Dataset entries:
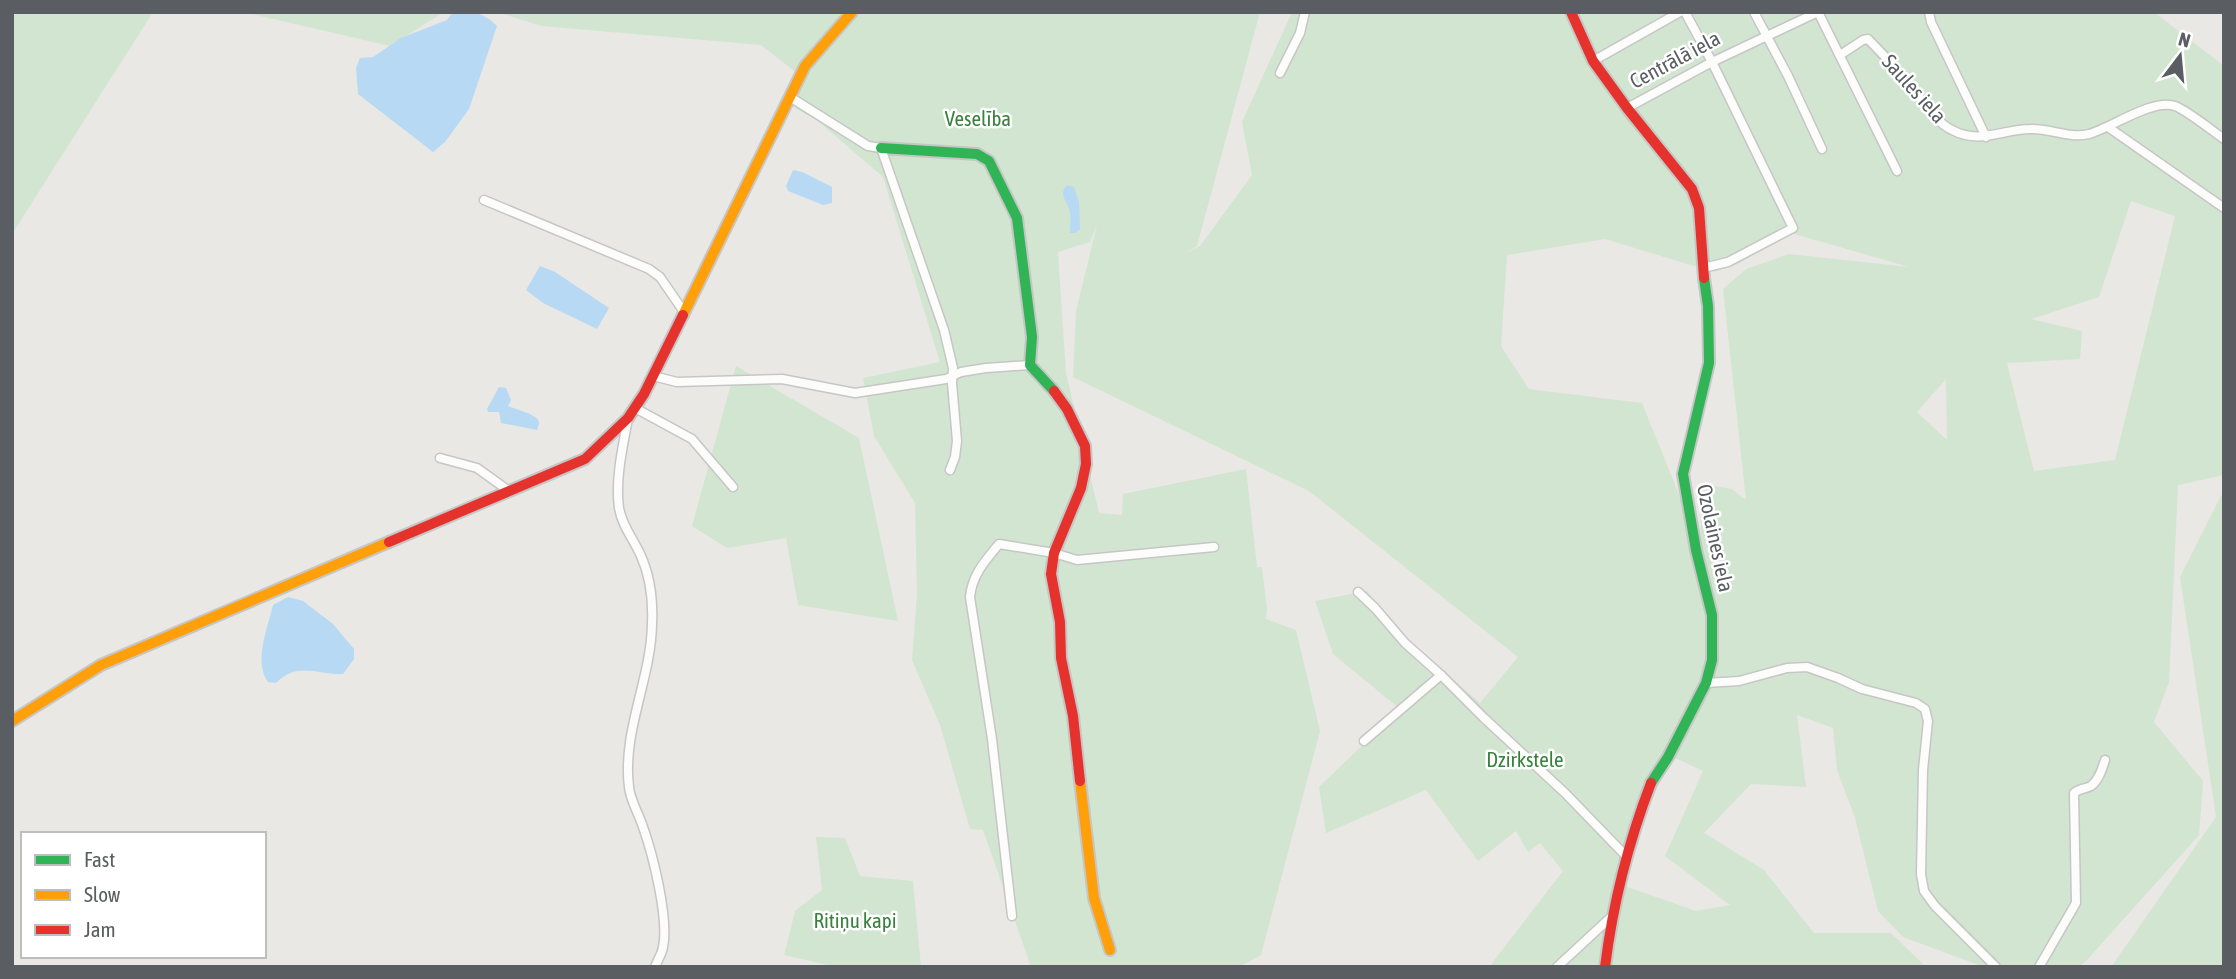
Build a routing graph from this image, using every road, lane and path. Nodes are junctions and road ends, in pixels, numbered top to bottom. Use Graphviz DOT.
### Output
graph roads {
  1 [pos="852,12"];
  2 [pos="1305,12"];
  3 [pos="1683,12"];
  4 [pos="1754,12"];
  5 [pos="1818,12"];
  6 [pos="1929,12"];
  7 [pos="1572,13"];
  8 [pos="1765,36"];
  9 [pos="1840,55"];
  10 [pos="1593,61"];
  11 [pos="1712,62"];
  12 [pos="1280,73"];
  13 [pos="790,97"];
  14 [pos="1627,108"];
  15 [pos="2108,127"];
  16 [pos="1986,137"];
  17 [pos="2224,139"];
  18 [pos="881,148"];
  19 [pos="1822,149"];
  20 [pos="1897,171"];
  21 [pos="484,200"];
  22 [pos="2224,208"];
  23 [pos="1703,268"];
  24 [pos="684,312"];
  25 [pos="1030,365"];
  26 [pos="653,376"];
  27 [pos="953,376"];
  28 [pos="635,408"];
  29 [pos="628,418"];
  30 [pos="606,440"];
  31 [pos="623,448"];
  32 [pos="440,458"];
  33 [pos="950,470"];
  34 [pos="733,487"];
  35 [pos="509,491"];
  36 [pos="1214,547"];
  37 [pos="1054,553"];
  38 [pos="1358,592"];
  39 [pos="1441,675"];
  40 [pos="1706,683"];
  41 [pos="12,721"];
  42 [pos="1364,741"];
  43 [pos="2105,760"];
  44 [pos="1626,856"];
  45 [pos="1012,916"];
  46 [pos="1611,917"];
  47 [pos="1110,950"];
  48 [pos="655,967"];
  49 [pos="1557,967"];
  50 [pos="1605,967"];
  51 [pos="1996,967"];
  52 [pos="2039,967"];
  1 -- 13 [label="street"];
  2 -- 12 [label="street"];
  3 -- 10 [label="street"];
  3 -- 11 [label="street"];
  4 -- 8 [label="street"];
  5 -- 8 [label="street, Centrālā iela"];
  5 -- 9 [label="street"];
  6 -- 16 [label="street"];
  7 -- 10 [label="street, Ozolaines iela"];
  8 -- 11 [label="street, Centrālā iela"];
  8 -- 19 [label="street"];
  9 -- 16 [label="street, Saules iela"];
  9 -- 20 [label="street"];
  10 -- 14 [label="street, Ozolaines iela"];
  11 -- 14 [label="street, Centrālā iela"];
  11 -- 23 [label="street"];
  13 -- 18 [label="street"];
  13 -- 24 [label="street"];
  14 -- 23 [label="street, Ozolaines iela"];
  15 -- 16 [label="street, Saules iela"];
  15 -- 17 [label="street"];
  15 -- 22 [label="street"];
  18 -- 25 [label="street"];
  18 -- 27 [label="street"];
  21 -- 24 [label="street"];
  23 -- 40 [label="street, Ozolaines iela"];
  24 -- 26 [label="street"];
  25 -- 27 [label="street"];
  25 -- 37 [label="street"];
  26 -- 27 [label="street"];
  26 -- 28 [label="street"];
  27 -- 33 [label="street"];
  28 -- 29 [label="street"];
  28 -- 34 [label="street"];
  29 -- 30 [label="street"];
  29 -- 31 [label="street"];
  30 -- 31 [label="street"];
  30 -- 35 [label="street"];
  31 -- 48 [label="street"];
  32 -- 35 [label="street"];
  35 -- 41 [label="street"];
  36 -- 37 [label="street"];
  37 -- 45 [label="street"];
  37 -- 47 [label="street"];
  38 -- 39 [label="street"];
  39 -- 42 [label="street"];
  39 -- 44 [label="street"];
  40 -- 44 [label="street, Ozolaines iela"];
  40 -- 51 [label="street"];
  43 -- 52 [label="street"];
  44 -- 46 [label="street, Ozolaines iela"];
  46 -- 49 [label="street"];
  46 -- 50 [label="street, Ozolaines iela"];
}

EXERCISE AIM: Repeat the data word for word. Images are not part of the copy.

RESPONSE:
Build a routing graph from this image, using every road, lane and path. Nodes are junctions and road ends, in pixels, numbered top to bottom. Use Graphviz DOT.
### Output
graph roads {
  1 [pos="852,12"];
  2 [pos="1305,12"];
  3 [pos="1683,12"];
  4 [pos="1754,12"];
  5 [pos="1818,12"];
  6 [pos="1929,12"];
  7 [pos="1572,13"];
  8 [pos="1765,36"];
  9 [pos="1840,55"];
  10 [pos="1593,61"];
  11 [pos="1712,62"];
  12 [pos="1280,73"];
  13 [pos="790,97"];
  14 [pos="1627,108"];
  15 [pos="2108,127"];
  16 [pos="1986,137"];
  17 [pos="2224,139"];
  18 [pos="881,148"];
  19 [pos="1822,149"];
  20 [pos="1897,171"];
  21 [pos="484,200"];
  22 [pos="2224,208"];
  23 [pos="1703,268"];
  24 [pos="684,312"];
  25 [pos="1030,365"];
  26 [pos="653,376"];
  27 [pos="953,376"];
  28 [pos="635,408"];
  29 [pos="628,418"];
  30 [pos="606,440"];
  31 [pos="623,448"];
  32 [pos="440,458"];
  33 [pos="950,470"];
  34 [pos="733,487"];
  35 [pos="509,491"];
  36 [pos="1214,547"];
  37 [pos="1054,553"];
  38 [pos="1358,592"];
  39 [pos="1441,675"];
  40 [pos="1706,683"];
  41 [pos="12,721"];
  42 [pos="1364,741"];
  43 [pos="2105,760"];
  44 [pos="1626,856"];
  45 [pos="1012,916"];
  46 [pos="1611,917"];
  47 [pos="1110,950"];
  48 [pos="655,967"];
  49 [pos="1557,967"];
  50 [pos="1605,967"];
  51 [pos="1996,967"];
  52 [pos="2039,967"];
  1 -- 13 [label="street"];
  2 -- 12 [label="street"];
  3 -- 10 [label="street"];
  3 -- 11 [label="street"];
  4 -- 8 [label="street"];
  5 -- 8 [label="street, Centrālā iela"];
  5 -- 9 [label="street"];
  6 -- 16 [label="street"];
  7 -- 10 [label="street, Ozolaines iela"];
  8 -- 11 [label="street, Centrālā iela"];
  8 -- 19 [label="street"];
  9 -- 16 [label="street, Saules iela"];
  9 -- 20 [label="street"];
  10 -- 14 [label="street, Ozolaines iela"];
  11 -- 14 [label="street, Centrālā iela"];
  11 -- 23 [label="street"];
  13 -- 18 [label="street"];
  13 -- 24 [label="street"];
  14 -- 23 [label="street, Ozolaines iela"];
  15 -- 16 [label="street, Saules iela"];
  15 -- 17 [label="street"];
  15 -- 22 [label="street"];
  18 -- 25 [label="street"];
  18 -- 27 [label="street"];
  21 -- 24 [label="street"];
  23 -- 40 [label="street, Ozolaines iela"];
  24 -- 26 [label="street"];
  25 -- 27 [label="street"];
  25 -- 37 [label="street"];
  26 -- 27 [label="street"];
  26 -- 28 [label="street"];
  27 -- 33 [label="street"];
  28 -- 29 [label="street"];
  28 -- 34 [label="street"];
  29 -- 30 [label="street"];
  29 -- 31 [label="street"];
  30 -- 31 [label="street"];
  30 -- 35 [label="street"];
  31 -- 48 [label="street"];
  32 -- 35 [label="street"];
  35 -- 41 [label="street"];
  36 -- 37 [label="street"];
  37 -- 45 [label="street"];
  37 -- 47 [label="street"];
  38 -- 39 [label="street"];
  39 -- 42 [label="street"];
  39 -- 44 [label="street"];
  40 -- 44 [label="street, Ozolaines iela"];
  40 -- 51 [label="street"];
  43 -- 52 [label="street"];
  44 -- 46 [label="street, Ozolaines iela"];
  46 -- 49 [label="street"];
  46 -- 50 [label="street, Ozolaines iela"];
}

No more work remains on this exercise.